**Work request:**
Nothing in the data should change when you return it, but leave the pictures out.

**Exercise data:**
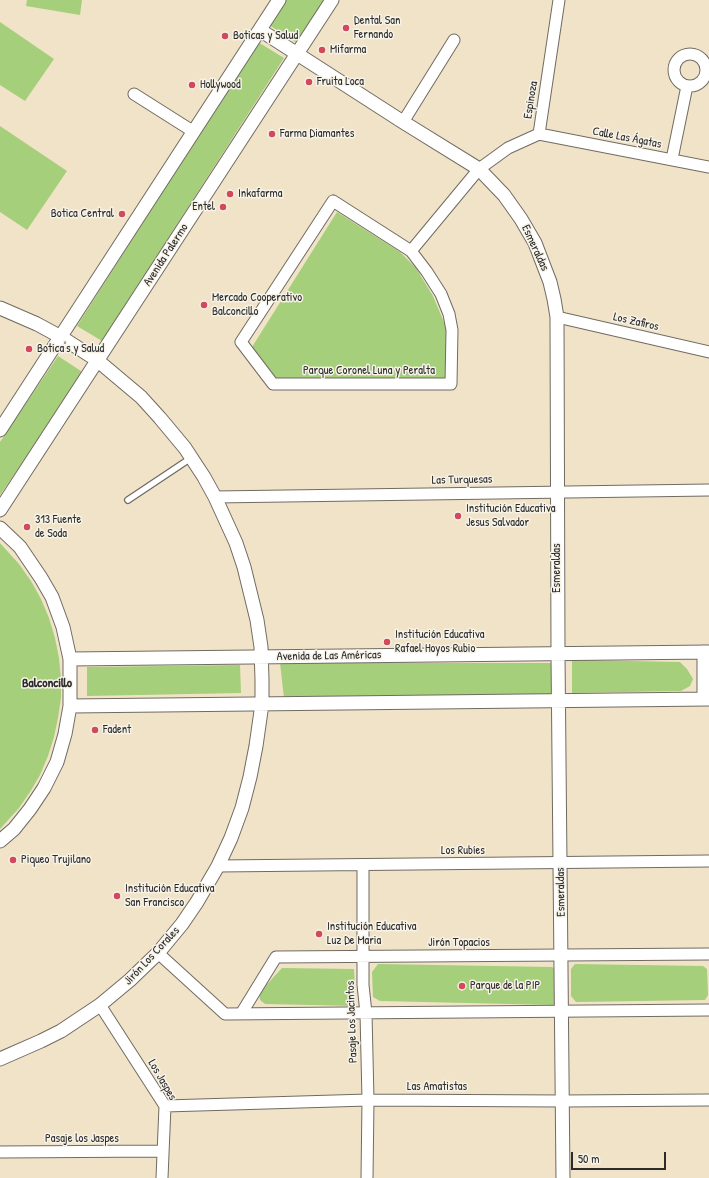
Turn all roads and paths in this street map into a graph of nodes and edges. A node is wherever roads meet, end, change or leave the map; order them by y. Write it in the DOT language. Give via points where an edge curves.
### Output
graph roads {
  1 [pos="279,0"];
  2 [pos="332,0"];
  3 [pos="559,0"];
  4 [pos="260,30"];
  5 [pos="454,40"];
  6 [pos="296,55"];
  7 [pos="687,86"];
  8 [pos="134,94"];
  9 [pos="403,122"];
  10 [pos="194,132"];
  11 [pos="539,134"];
  12 [pos="672,159"];
  13 [pos="709,167"];
  14 [pos="479,169"];
  15 [pos="411,251"];
  16 [pos="0,308"];
  17 [pos="557,317"];
  18 [pos="61,337"];
  19 [pos="709,352"];
  20 [pos="98,360"];
  21 [pos="0,430"];
  22 [pos="192,457"];
  23 [pos="709,490"];
  24 [pos="557,491"];
  25 [pos="215,497"];
  26 [pos="128,500"];
  27 [pos="0,510"];
  28 [pos="0,528"];
  29 [pos="707,652"];
  30 [pos="558,654"];
  31 [pos="261,657"];
  32 [pos="70,659"];
  33 [pos="707,699"];
  34 [pos="559,701"];
  35 [pos="262,704"];
  36 [pos="70,706"];
  37 [pos="0,840"];
  38 [pos="709,861"];
  39 [pos="561,863"];
  40 [pos="362,864"];
  41 [pos="218,866"];
  42 [pos="158,953"];
  43 [pos="709,954"];
  44 [pos="562,955"];
  45 [pos="363,956"];
  46 [pos="100,1005"];
  47 [pos="709,1010"];
  48 [pos="562,1011"];
  49 [pos="366,1013"];
  50 [pos="241,1014"];
  51 [pos="0,1059"];
  52 [pos="368,1100"];
  53 [pos="709,1100"];
  54 [pos="563,1101"];
  55 [pos="165,1106"];
  56 [pos="0,1152"];
  57 [pos="163,1152"];
  58 [pos="162,1178"];
  59 [pos="367,1178"];
  60 [pos="564,1178"];
  1 -- 4 [label="street"];
  2 -- 6 [label="street, Avenida Palermo"];
  3 -- 11 [label="street, Espinoza"];
  4 -- 6 [label="street, Esmeraldas"];
  4 -- 10 [label="street"];
  5 -- 9 [label="street"];
  6 -- 9 [label="street, Esmeraldas"];
  6 -- 20 [label="street, Avenida Palermo"];
  7 -- 12 [label="street"];
  8 -- 10 [label="street"];
  9 -- 14 [label="street, Esmeraldas"];
  10 -- 18 [label="street"];
  11 -- 12 [label="street, Calle Las Ágatas"];
  11 -- 14 [label="street, Espinoza" via="508,148"];
  12 -- 13 [label="street, Calle Las Ágatas"];
  14 -- 15 [label="street, Espinoza"];
  14 -- 17 [label="street, Esmeraldas" via="504,195 535,243 547,272"];
  15 -- 15 [label="street, Parque Coronel Luna y Peralta" via="441,294 449,314 452,330 451,384 274,384 241,342 333,202"];
  16 -- 18 [label="street, Jirón Los Corales"];
  17 -- 19 [label="street, Los Zafiros"];
  17 -- 24 [label="street, Esmeraldas"];
  18 -- 20 [label="street, Jirón Los Corales"];
  18 -- 21 [label="street"];
  20 -- 22 [label="street, Jirón Los Corales" via="141,397"];
  20 -- 27 [label="street, Avenida Palermo"];
  22 -- 25 [label="street, Jirón Los Corales"];
  22 -- 26 [label="lane"];
  23 -- 24 [label="street, Las Turquesas"];
  24 -- 25 [label="street, Las Turquesas"];
  24 -- 30 [label="street, Esmeraldas"];
  25 -- 31 [label="street, Jirón Los Corales" via="234,537 252,593"];
  28 -- 32 [label="street" via="20,547 47,587 63,628"];
  29 -- 30 [label="street, Avenida de Las Américas"];
  29 -- 33 [label="street"];
  30 -- 31 [label="street, Avenida de Las Américas"];
  30 -- 34 [label="street, Esmeraldas"];
  31 -- 32 [label="street, Avenida de Las Américas"];
  31 -- 35 [label="street, Jirón Los Corales"];
  32 -- 36 [label="street"];
  33 -- 34 [label="street"];
  34 -- 35 [label="street"];
  34 -- 39 [label="street, Esmeraldas"];
  35 -- 36 [label="street"];
  35 -- 41 [label="street, Jirón Los Corales" via="256,746 242,808"];
  36 -- 37 [label="street" via="59,755 44,788 14,829"];
  38 -- 39 [label="street, Los Rubíes"];
  39 -- 40 [label="street, Los Rubíes"];
  39 -- 44 [label="street, Esmeraldas"];
  40 -- 41 [label="street, Los Rubíes"];
  40 -- 45 [label="street, Pasaje Los Jacintos"];
  41 -- 42 [label="street, Jirón Los Corales" via="182,924"];
  42 -- 46 [label="street, Jirón Los Corales"];
  42 -- 50 [label="street" via="224,1014"];
  43 -- 44 [label="street, Jirón Topacios"];
  44 -- 45 [label="street, Jirón Topacios"];
  44 -- 48 [label="street, Esmeraldas"];
  45 -- 49 [label="street, Pasaje Los Jacintos"];
  45 -- 50 [label="street, Jirón Topacios" via="276,957"];
  46 -- 51 [label="street, Jirón Los Corales" via="61,1030"];
  46 -- 55 [label="street, Los Jaspes"];
  47 -- 48 [label="street"];
  48 -- 49 [label="street"];
  48 -- 54 [label="street, Esmeraldas"];
  49 -- 50 [label="street"];
  49 -- 52 [label="street, Pasaje Los Jacintos"];
  52 -- 54 [label="street, Las Amatistas"];
  52 -- 55 [label="street, Las Amatistas"];
  52 -- 59 [label="street, Pasaje Los Jacintos"];
  53 -- 54 [label="street, Las Amatistas"];
  54 -- 60 [label="street, Esmeraldas"];
  55 -- 57 [label="street, Los Jaspes"];
  56 -- 57 [label="street, Pasaje los Jaspes"];
  57 -- 58 [label="street, Los Jaspes"];
}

**Answer to this problem:**
Turn all roads and paths in this street map into a graph of nodes and edges. A node is wherever roads meet, end, change or leave the map; order them by y. Write it in the DOT language. Give via points where an edge curves.
### Output
graph roads {
  1 [pos="279,0"];
  2 [pos="332,0"];
  3 [pos="559,0"];
  4 [pos="260,30"];
  5 [pos="454,40"];
  6 [pos="296,55"];
  7 [pos="687,86"];
  8 [pos="134,94"];
  9 [pos="403,122"];
  10 [pos="194,132"];
  11 [pos="539,134"];
  12 [pos="672,159"];
  13 [pos="709,167"];
  14 [pos="479,169"];
  15 [pos="411,251"];
  16 [pos="0,308"];
  17 [pos="557,317"];
  18 [pos="61,337"];
  19 [pos="709,352"];
  20 [pos="98,360"];
  21 [pos="0,430"];
  22 [pos="192,457"];
  23 [pos="709,490"];
  24 [pos="557,491"];
  25 [pos="215,497"];
  26 [pos="128,500"];
  27 [pos="0,510"];
  28 [pos="0,528"];
  29 [pos="707,652"];
  30 [pos="558,654"];
  31 [pos="261,657"];
  32 [pos="70,659"];
  33 [pos="707,699"];
  34 [pos="559,701"];
  35 [pos="262,704"];
  36 [pos="70,706"];
  37 [pos="0,840"];
  38 [pos="709,861"];
  39 [pos="561,863"];
  40 [pos="362,864"];
  41 [pos="218,866"];
  42 [pos="158,953"];
  43 [pos="709,954"];
  44 [pos="562,955"];
  45 [pos="363,956"];
  46 [pos="100,1005"];
  47 [pos="709,1010"];
  48 [pos="562,1011"];
  49 [pos="366,1013"];
  50 [pos="241,1014"];
  51 [pos="0,1059"];
  52 [pos="368,1100"];
  53 [pos="709,1100"];
  54 [pos="563,1101"];
  55 [pos="165,1106"];
  56 [pos="0,1152"];
  57 [pos="163,1152"];
  58 [pos="162,1178"];
  59 [pos="367,1178"];
  60 [pos="564,1178"];
  1 -- 4 [label="street"];
  2 -- 6 [label="street, Avenida Palermo"];
  3 -- 11 [label="street, Espinoza"];
  4 -- 6 [label="street, Esmeraldas"];
  4 -- 10 [label="street"];
  5 -- 9 [label="street"];
  6 -- 9 [label="street, Esmeraldas"];
  6 -- 20 [label="street, Avenida Palermo"];
  7 -- 12 [label="street"];
  8 -- 10 [label="street"];
  9 -- 14 [label="street, Esmeraldas"];
  10 -- 18 [label="street"];
  11 -- 12 [label="street, Calle Las Ágatas"];
  11 -- 14 [label="street, Espinoza" via="508,148"];
  12 -- 13 [label="street, Calle Las Ágatas"];
  14 -- 15 [label="street, Espinoza"];
  14 -- 17 [label="street, Esmeraldas" via="504,195 535,243 547,272"];
  15 -- 15 [label="street, Parque Coronel Luna y Peralta" via="441,294 449,314 452,330 451,384 274,384 241,342 333,202"];
  16 -- 18 [label="street, Jirón Los Corales"];
  17 -- 19 [label="street, Los Zafiros"];
  17 -- 24 [label="street, Esmeraldas"];
  18 -- 20 [label="street, Jirón Los Corales"];
  18 -- 21 [label="street"];
  20 -- 22 [label="street, Jirón Los Corales" via="141,397"];
  20 -- 27 [label="street, Avenida Palermo"];
  22 -- 25 [label="street, Jirón Los Corales"];
  22 -- 26 [label="lane"];
  23 -- 24 [label="street, Las Turquesas"];
  24 -- 25 [label="street, Las Turquesas"];
  24 -- 30 [label="street, Esmeraldas"];
  25 -- 31 [label="street, Jirón Los Corales" via="234,537 252,593"];
  28 -- 32 [label="street" via="20,547 47,587 63,628"];
  29 -- 30 [label="street, Avenida de Las Américas"];
  29 -- 33 [label="street"];
  30 -- 31 [label="street, Avenida de Las Américas"];
  30 -- 34 [label="street, Esmeraldas"];
  31 -- 32 [label="street, Avenida de Las Américas"];
  31 -- 35 [label="street, Jirón Los Corales"];
  32 -- 36 [label="street"];
  33 -- 34 [label="street"];
  34 -- 35 [label="street"];
  34 -- 39 [label="street, Esmeraldas"];
  35 -- 36 [label="street"];
  35 -- 41 [label="street, Jirón Los Corales" via="256,746 242,808"];
  36 -- 37 [label="street" via="59,755 44,788 14,829"];
  38 -- 39 [label="street, Los Rubíes"];
  39 -- 40 [label="street, Los Rubíes"];
  39 -- 44 [label="street, Esmeraldas"];
  40 -- 41 [label="street, Los Rubíes"];
  40 -- 45 [label="street, Pasaje Los Jacintos"];
  41 -- 42 [label="street, Jirón Los Corales" via="182,924"];
  42 -- 46 [label="street, Jirón Los Corales"];
  42 -- 50 [label="street" via="224,1014"];
  43 -- 44 [label="street, Jirón Topacios"];
  44 -- 45 [label="street, Jirón Topacios"];
  44 -- 48 [label="street, Esmeraldas"];
  45 -- 49 [label="street, Pasaje Los Jacintos"];
  45 -- 50 [label="street, Jirón Topacios" via="276,957"];
  46 -- 51 [label="street, Jirón Los Corales" via="61,1030"];
  46 -- 55 [label="street, Los Jaspes"];
  47 -- 48 [label="street"];
  48 -- 49 [label="street"];
  48 -- 54 [label="street, Esmeraldas"];
  49 -- 50 [label="street"];
  49 -- 52 [label="street, Pasaje Los Jacintos"];
  52 -- 54 [label="street, Las Amatistas"];
  52 -- 55 [label="street, Las Amatistas"];
  52 -- 59 [label="street, Pasaje Los Jacintos"];
  53 -- 54 [label="street, Las Amatistas"];
  54 -- 60 [label="street, Esmeraldas"];
  55 -- 57 [label="street, Los Jaspes"];
  56 -- 57 [label="street, Pasaje los Jaspes"];
  57 -- 58 [label="street, Los Jaspes"];
}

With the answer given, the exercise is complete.